— Task goal —
Line by line, restate the listing below without any change.
BEGIN
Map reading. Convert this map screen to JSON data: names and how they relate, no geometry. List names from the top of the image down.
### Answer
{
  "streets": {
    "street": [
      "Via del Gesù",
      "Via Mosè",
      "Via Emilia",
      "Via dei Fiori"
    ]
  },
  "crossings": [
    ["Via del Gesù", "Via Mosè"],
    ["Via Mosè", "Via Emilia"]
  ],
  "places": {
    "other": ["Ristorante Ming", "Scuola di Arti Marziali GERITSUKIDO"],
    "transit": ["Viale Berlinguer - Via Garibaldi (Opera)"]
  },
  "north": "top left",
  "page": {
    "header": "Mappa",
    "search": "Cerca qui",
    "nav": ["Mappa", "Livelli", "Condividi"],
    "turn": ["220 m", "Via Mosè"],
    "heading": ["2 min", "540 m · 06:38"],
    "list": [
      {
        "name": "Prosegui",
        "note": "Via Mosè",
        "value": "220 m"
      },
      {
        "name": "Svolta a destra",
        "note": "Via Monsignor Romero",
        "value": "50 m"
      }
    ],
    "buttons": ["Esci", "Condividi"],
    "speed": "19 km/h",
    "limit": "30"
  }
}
END
— Result of the exercise —
Map reading. Convert this map screen to JSON data: names and how they relate, no geometry. List names from the top of the image down.
### Answer
{
  "streets": {
    "street": [
      "Via del Gesù",
      "Via Mosè",
      "Via Emilia",
      "Via dei Fiori"
    ]
  },
  "crossings": [
    ["Via del Gesù", "Via Mosè"],
    ["Via Mosè", "Via Emilia"]
  ],
  "places": {
    "other": ["Ristorante Ming", "Scuola di Arti Marziali GERITSUKIDO"],
    "transit": ["Viale Berlinguer - Via Garibaldi (Opera)"]
  },
  "north": "top left",
  "page": {
    "header": "Mappa",
    "search": "Cerca qui",
    "nav": ["Mappa", "Livelli", "Condividi"],
    "turn": ["220 m", "Via Mosè"],
    "heading": ["2 min", "540 m · 06:38"],
    "list": [
      {
        "name": "Prosegui",
        "note": "Via Mosè",
        "value": "220 m"
      },
      {
        "name": "Svolta a destra",
        "note": "Via Monsignor Romero",
        "value": "50 m"
      }
    ],
    "buttons": ["Esci", "Condividi"],
    "speed": "19 km/h",
    "limit": "30"
  }
}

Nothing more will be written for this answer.